**Directions**
Lines with the string "numbered" are to be identified in the listing and copied.

[Supplied entries Boundary: Start]

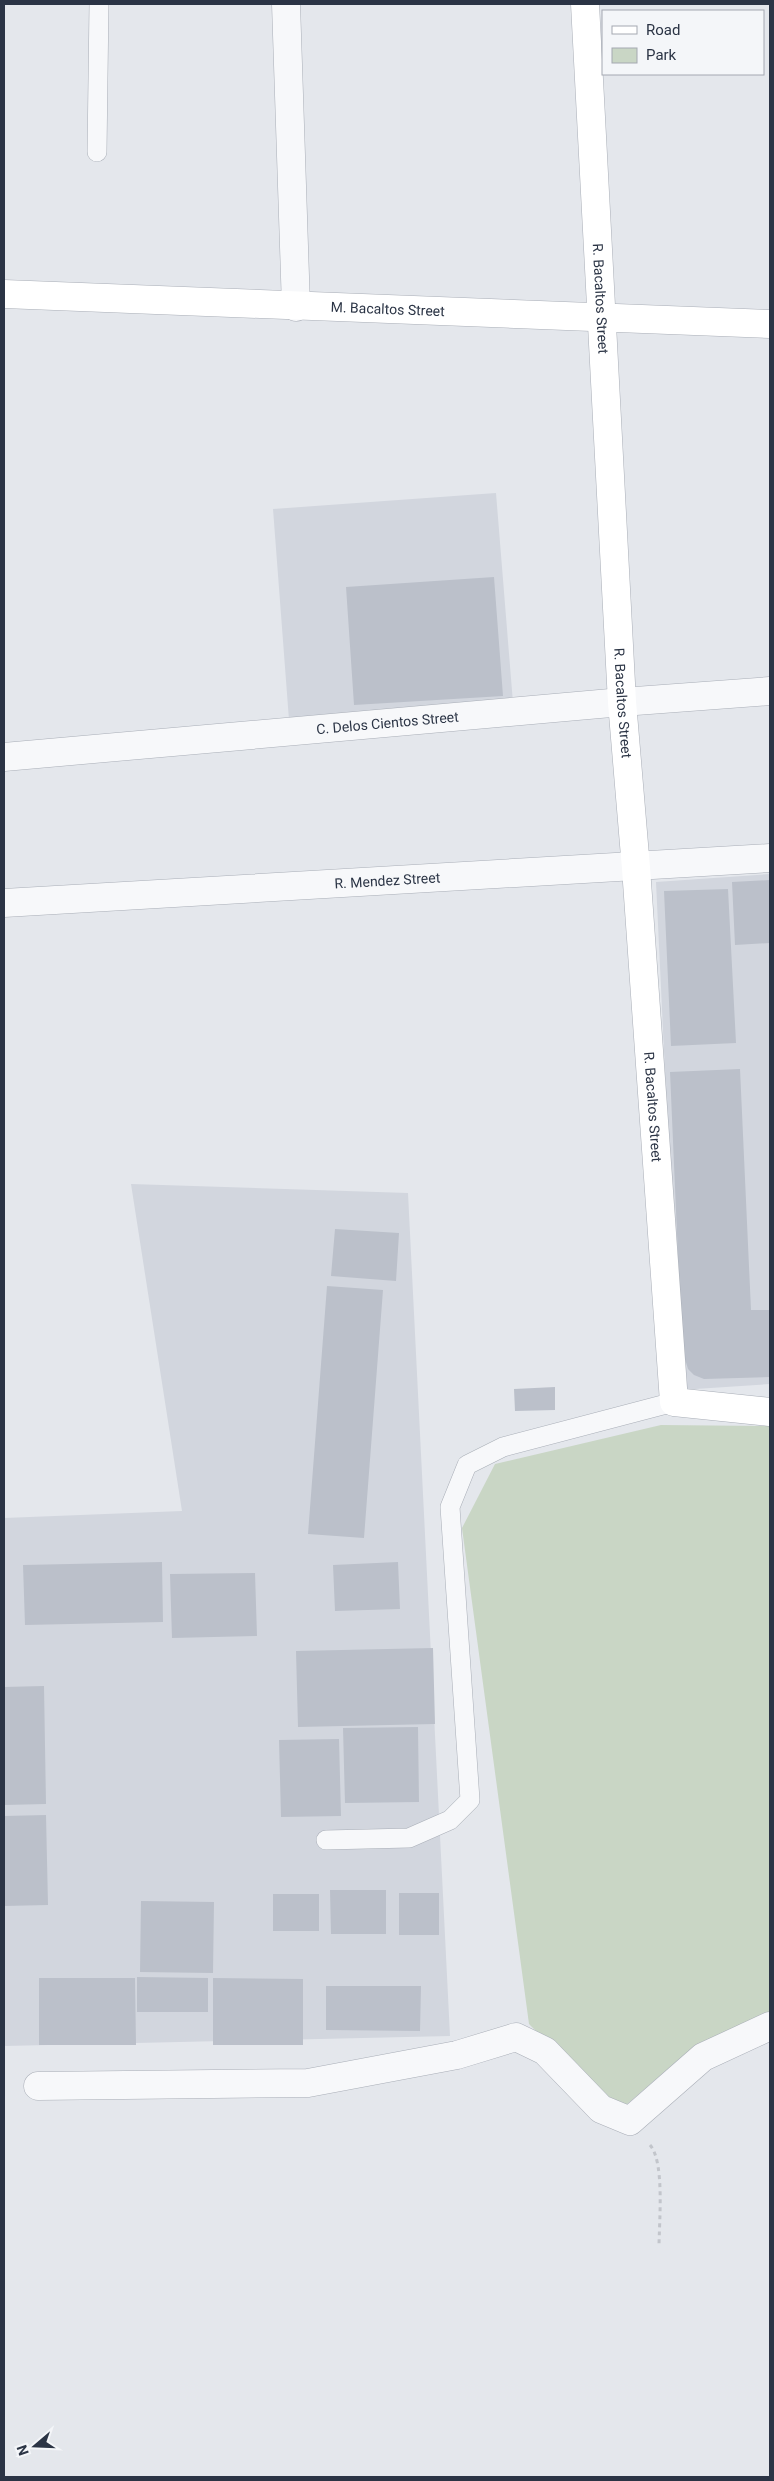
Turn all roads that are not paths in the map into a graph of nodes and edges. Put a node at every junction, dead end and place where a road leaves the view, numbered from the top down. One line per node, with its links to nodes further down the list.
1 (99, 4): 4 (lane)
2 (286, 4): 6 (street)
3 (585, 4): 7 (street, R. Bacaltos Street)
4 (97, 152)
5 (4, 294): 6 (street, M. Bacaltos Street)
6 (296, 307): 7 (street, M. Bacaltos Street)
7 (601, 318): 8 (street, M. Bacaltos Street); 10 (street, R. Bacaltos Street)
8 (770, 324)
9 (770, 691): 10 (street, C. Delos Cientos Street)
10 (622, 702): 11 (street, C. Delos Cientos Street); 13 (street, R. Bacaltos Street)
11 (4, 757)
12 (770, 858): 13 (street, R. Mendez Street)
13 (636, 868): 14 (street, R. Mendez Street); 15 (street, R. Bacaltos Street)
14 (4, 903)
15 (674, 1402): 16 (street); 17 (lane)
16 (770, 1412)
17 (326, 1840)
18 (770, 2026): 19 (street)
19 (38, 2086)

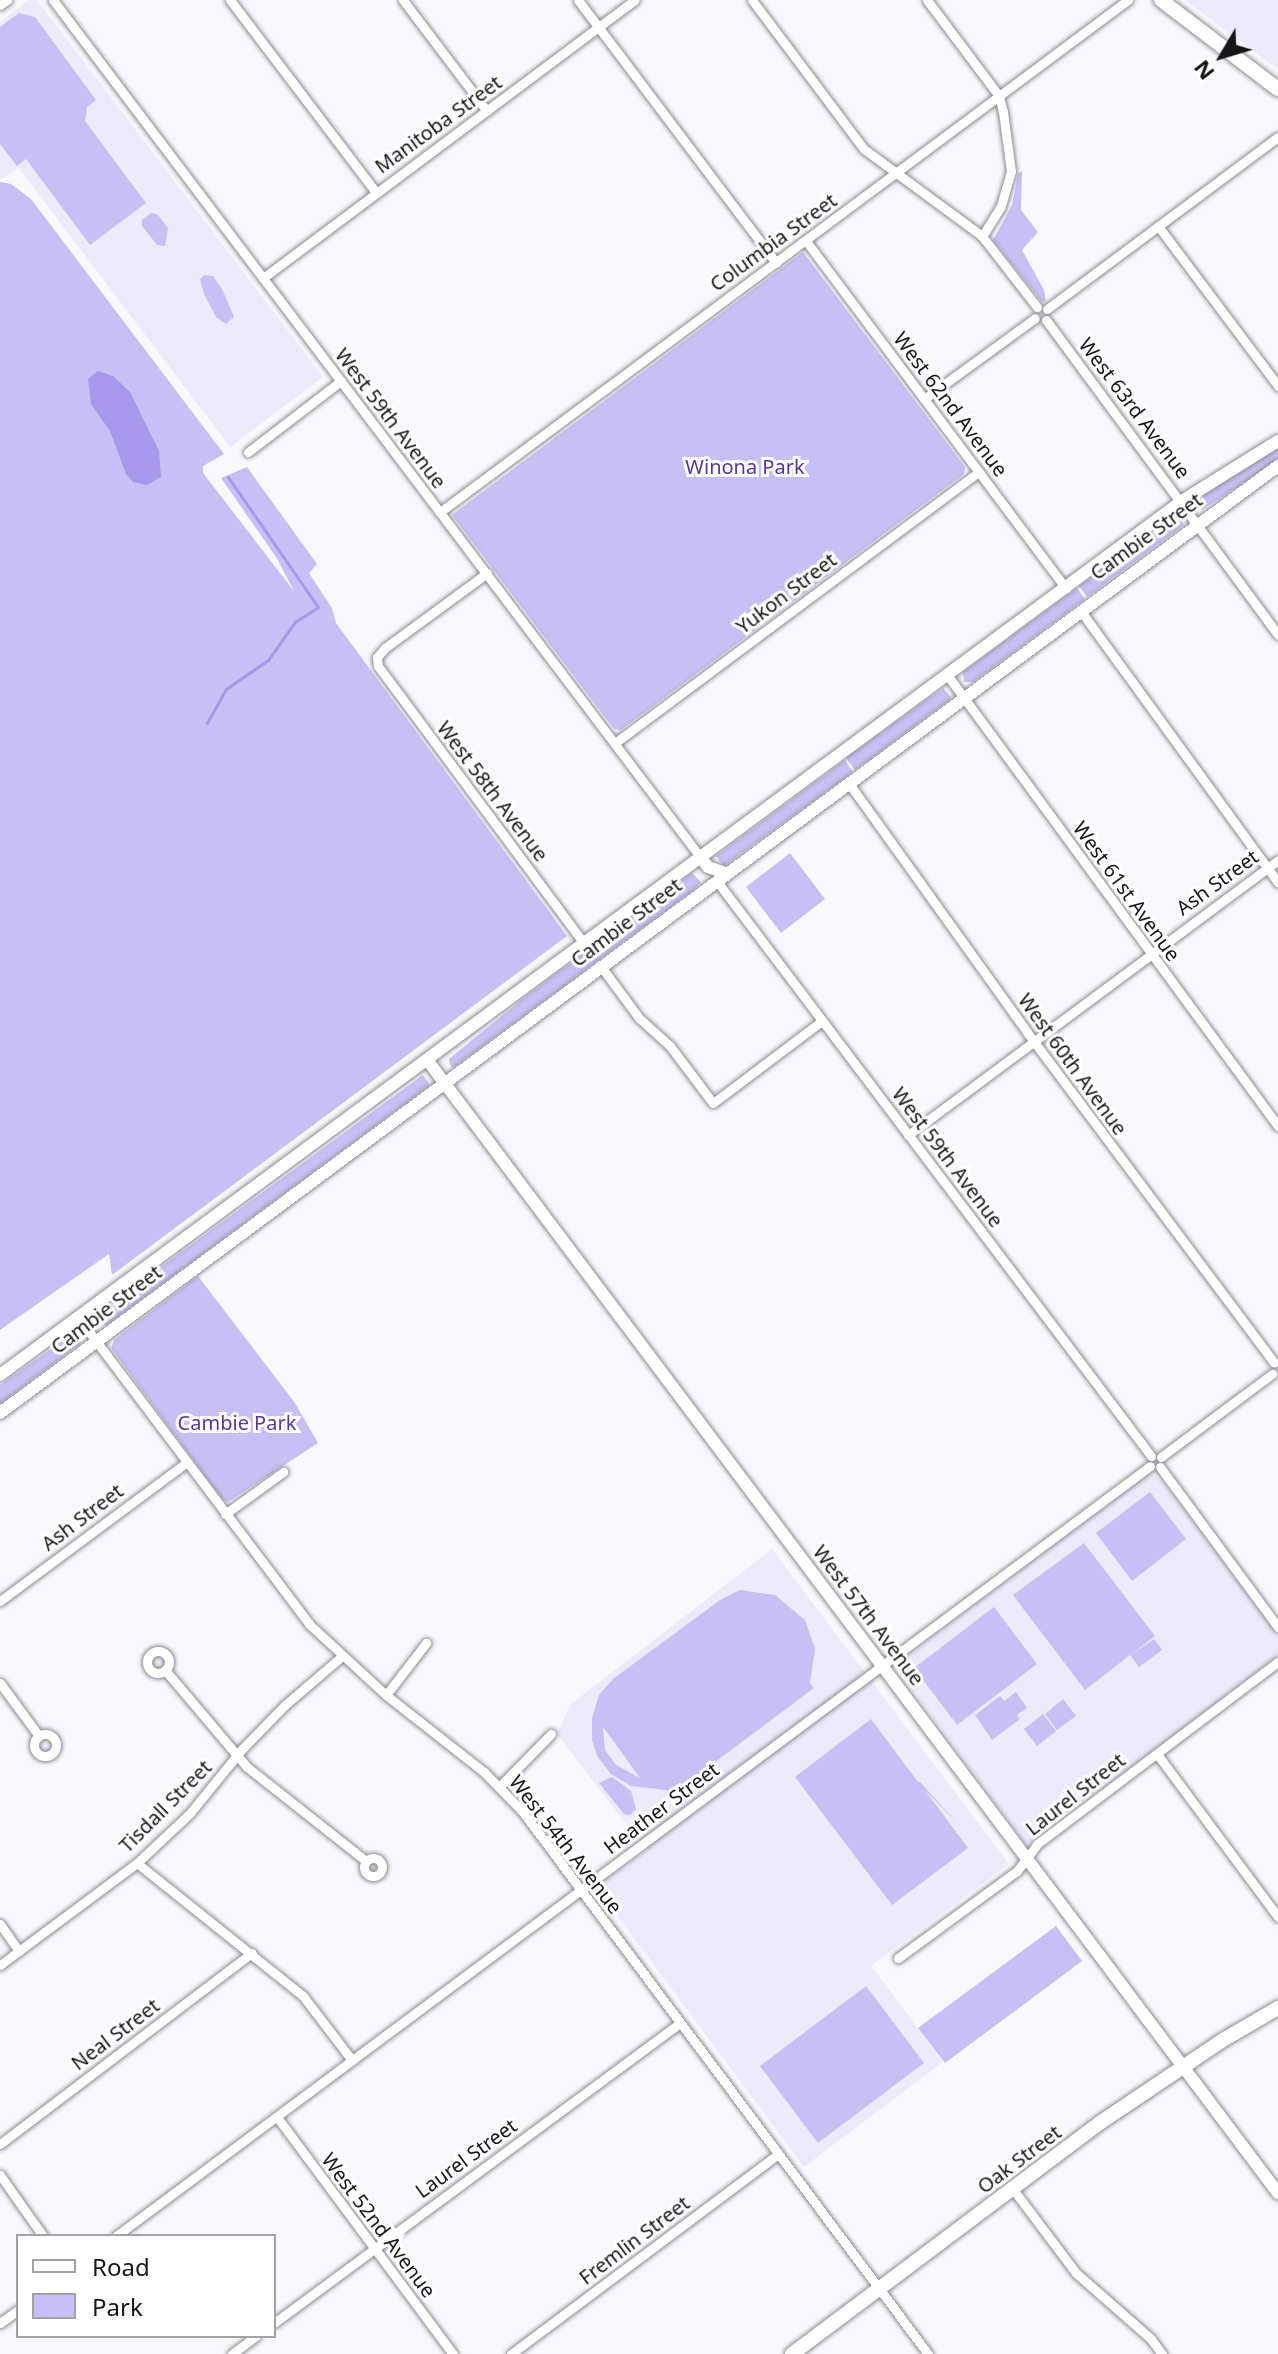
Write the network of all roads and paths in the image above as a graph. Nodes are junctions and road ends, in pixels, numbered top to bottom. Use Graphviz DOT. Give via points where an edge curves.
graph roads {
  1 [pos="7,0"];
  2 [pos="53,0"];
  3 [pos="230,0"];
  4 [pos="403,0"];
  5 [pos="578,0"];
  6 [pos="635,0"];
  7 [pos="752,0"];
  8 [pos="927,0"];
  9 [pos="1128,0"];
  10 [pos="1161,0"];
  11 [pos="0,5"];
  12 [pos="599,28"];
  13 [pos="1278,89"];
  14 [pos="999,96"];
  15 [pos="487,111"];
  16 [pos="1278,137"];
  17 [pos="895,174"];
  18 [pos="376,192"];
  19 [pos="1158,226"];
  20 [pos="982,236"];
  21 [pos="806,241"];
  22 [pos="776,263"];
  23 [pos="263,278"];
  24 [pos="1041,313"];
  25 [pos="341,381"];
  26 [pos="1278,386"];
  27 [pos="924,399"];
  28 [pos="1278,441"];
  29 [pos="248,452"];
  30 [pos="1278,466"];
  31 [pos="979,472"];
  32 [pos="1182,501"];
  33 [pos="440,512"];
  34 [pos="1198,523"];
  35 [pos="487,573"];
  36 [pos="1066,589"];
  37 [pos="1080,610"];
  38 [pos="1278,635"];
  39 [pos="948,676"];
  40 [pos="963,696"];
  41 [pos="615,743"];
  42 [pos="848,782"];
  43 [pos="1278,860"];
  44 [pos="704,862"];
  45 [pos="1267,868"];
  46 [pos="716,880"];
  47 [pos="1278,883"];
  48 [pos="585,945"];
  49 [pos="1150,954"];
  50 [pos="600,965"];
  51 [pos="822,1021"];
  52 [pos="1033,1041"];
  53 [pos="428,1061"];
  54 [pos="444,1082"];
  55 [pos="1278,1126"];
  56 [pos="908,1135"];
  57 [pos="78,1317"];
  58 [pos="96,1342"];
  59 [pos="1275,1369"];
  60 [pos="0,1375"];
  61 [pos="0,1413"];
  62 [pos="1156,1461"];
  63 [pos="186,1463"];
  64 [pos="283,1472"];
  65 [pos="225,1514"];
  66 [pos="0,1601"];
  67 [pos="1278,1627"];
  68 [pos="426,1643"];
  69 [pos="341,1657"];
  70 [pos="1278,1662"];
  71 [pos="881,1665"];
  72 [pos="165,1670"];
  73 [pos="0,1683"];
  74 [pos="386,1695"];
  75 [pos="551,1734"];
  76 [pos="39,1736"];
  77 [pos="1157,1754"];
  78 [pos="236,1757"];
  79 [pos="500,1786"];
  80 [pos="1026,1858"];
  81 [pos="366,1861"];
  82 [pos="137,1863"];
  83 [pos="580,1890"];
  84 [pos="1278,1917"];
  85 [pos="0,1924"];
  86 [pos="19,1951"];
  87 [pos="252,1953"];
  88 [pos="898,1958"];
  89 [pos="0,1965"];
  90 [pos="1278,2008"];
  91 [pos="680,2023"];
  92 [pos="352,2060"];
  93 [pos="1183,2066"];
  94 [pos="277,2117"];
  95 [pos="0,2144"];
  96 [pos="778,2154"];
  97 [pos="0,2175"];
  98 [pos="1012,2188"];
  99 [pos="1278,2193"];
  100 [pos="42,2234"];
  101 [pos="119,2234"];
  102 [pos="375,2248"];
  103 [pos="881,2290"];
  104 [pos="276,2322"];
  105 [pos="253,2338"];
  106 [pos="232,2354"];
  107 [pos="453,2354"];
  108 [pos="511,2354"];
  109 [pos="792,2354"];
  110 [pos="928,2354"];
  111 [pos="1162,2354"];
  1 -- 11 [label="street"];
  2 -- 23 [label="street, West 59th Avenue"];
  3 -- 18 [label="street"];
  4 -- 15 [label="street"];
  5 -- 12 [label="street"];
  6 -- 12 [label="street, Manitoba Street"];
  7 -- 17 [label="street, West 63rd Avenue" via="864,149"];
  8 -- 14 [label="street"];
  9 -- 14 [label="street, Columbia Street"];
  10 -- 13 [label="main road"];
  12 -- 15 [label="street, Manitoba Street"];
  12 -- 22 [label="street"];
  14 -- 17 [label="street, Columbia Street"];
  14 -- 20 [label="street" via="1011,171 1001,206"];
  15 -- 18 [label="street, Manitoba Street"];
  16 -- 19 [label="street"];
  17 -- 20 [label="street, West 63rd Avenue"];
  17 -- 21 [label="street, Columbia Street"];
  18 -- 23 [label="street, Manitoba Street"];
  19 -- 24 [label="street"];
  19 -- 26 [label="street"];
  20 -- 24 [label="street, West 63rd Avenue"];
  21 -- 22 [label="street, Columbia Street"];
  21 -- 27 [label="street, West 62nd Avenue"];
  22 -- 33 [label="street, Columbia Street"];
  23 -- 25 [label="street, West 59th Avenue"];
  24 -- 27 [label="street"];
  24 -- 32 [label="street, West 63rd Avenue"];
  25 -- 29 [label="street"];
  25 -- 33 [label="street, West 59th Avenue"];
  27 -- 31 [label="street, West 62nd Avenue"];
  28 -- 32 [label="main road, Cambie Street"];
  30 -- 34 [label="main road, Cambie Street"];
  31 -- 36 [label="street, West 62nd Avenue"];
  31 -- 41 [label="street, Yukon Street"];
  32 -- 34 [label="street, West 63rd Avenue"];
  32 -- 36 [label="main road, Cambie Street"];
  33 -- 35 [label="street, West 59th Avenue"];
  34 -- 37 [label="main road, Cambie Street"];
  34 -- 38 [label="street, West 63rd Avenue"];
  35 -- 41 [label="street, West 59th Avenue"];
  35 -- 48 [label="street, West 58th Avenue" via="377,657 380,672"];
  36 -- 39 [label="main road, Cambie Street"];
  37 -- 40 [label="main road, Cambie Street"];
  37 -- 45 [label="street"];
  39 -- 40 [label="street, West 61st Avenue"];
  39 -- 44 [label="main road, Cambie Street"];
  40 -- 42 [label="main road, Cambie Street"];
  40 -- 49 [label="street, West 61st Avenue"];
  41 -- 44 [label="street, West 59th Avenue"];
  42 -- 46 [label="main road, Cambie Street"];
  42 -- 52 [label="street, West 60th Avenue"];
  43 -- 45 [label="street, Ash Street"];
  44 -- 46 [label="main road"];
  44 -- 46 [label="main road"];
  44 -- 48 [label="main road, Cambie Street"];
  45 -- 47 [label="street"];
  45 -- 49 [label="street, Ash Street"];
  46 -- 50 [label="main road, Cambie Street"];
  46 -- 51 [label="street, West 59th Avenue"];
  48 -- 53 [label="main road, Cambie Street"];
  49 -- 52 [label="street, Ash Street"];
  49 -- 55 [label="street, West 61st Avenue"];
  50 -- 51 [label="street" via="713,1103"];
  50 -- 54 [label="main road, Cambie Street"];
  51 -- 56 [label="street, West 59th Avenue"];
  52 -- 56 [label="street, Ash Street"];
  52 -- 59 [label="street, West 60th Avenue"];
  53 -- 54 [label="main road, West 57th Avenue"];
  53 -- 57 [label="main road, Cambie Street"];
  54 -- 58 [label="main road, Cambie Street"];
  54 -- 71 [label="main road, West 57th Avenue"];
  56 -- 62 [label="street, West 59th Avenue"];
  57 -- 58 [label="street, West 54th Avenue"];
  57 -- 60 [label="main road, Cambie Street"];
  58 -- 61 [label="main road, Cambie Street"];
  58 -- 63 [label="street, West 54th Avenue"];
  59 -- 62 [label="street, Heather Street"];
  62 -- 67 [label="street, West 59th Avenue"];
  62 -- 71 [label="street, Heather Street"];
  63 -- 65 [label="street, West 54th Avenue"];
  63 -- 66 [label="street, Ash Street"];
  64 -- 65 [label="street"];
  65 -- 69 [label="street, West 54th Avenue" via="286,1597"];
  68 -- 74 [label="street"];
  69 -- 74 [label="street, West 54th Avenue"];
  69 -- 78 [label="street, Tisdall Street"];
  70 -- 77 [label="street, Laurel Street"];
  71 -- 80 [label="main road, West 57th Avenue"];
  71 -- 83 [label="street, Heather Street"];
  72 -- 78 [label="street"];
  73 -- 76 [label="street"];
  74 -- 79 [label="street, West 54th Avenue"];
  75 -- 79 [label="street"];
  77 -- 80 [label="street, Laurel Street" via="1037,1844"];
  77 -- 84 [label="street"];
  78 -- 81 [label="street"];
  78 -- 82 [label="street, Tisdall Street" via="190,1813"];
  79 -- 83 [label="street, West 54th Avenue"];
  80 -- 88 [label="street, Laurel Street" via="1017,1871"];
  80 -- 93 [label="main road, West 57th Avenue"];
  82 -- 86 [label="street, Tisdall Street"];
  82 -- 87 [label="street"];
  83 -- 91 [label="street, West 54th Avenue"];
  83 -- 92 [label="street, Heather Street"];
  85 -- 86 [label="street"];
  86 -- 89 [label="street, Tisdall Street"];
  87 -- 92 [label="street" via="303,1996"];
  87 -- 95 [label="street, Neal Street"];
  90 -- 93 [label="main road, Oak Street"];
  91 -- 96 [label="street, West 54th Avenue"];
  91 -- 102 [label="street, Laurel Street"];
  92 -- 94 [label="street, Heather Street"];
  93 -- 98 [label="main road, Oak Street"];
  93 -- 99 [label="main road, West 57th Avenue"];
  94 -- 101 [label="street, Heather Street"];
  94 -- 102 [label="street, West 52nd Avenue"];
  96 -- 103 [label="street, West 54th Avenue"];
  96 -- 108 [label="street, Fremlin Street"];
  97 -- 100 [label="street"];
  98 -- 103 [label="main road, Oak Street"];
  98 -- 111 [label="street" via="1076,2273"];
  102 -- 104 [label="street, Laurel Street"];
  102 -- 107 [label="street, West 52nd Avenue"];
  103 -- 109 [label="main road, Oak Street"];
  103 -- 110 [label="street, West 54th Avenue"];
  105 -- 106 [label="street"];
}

[Supplied entries Boundary: End]

**Answer to this exercise**
Turn all roads that are not paths in the map into a graph of nodes and edges. Put a node at every junction, dead end and place where a road leaves the view, numbered from the top down. One line per node, with its links to nodes further down the list.
Write the network of all roads and paths in the image above as a graph. Nodes are junctions and road ends, in pixels, numbered top to bottom. Use Graphviz DOT. Give via points where an edge curves.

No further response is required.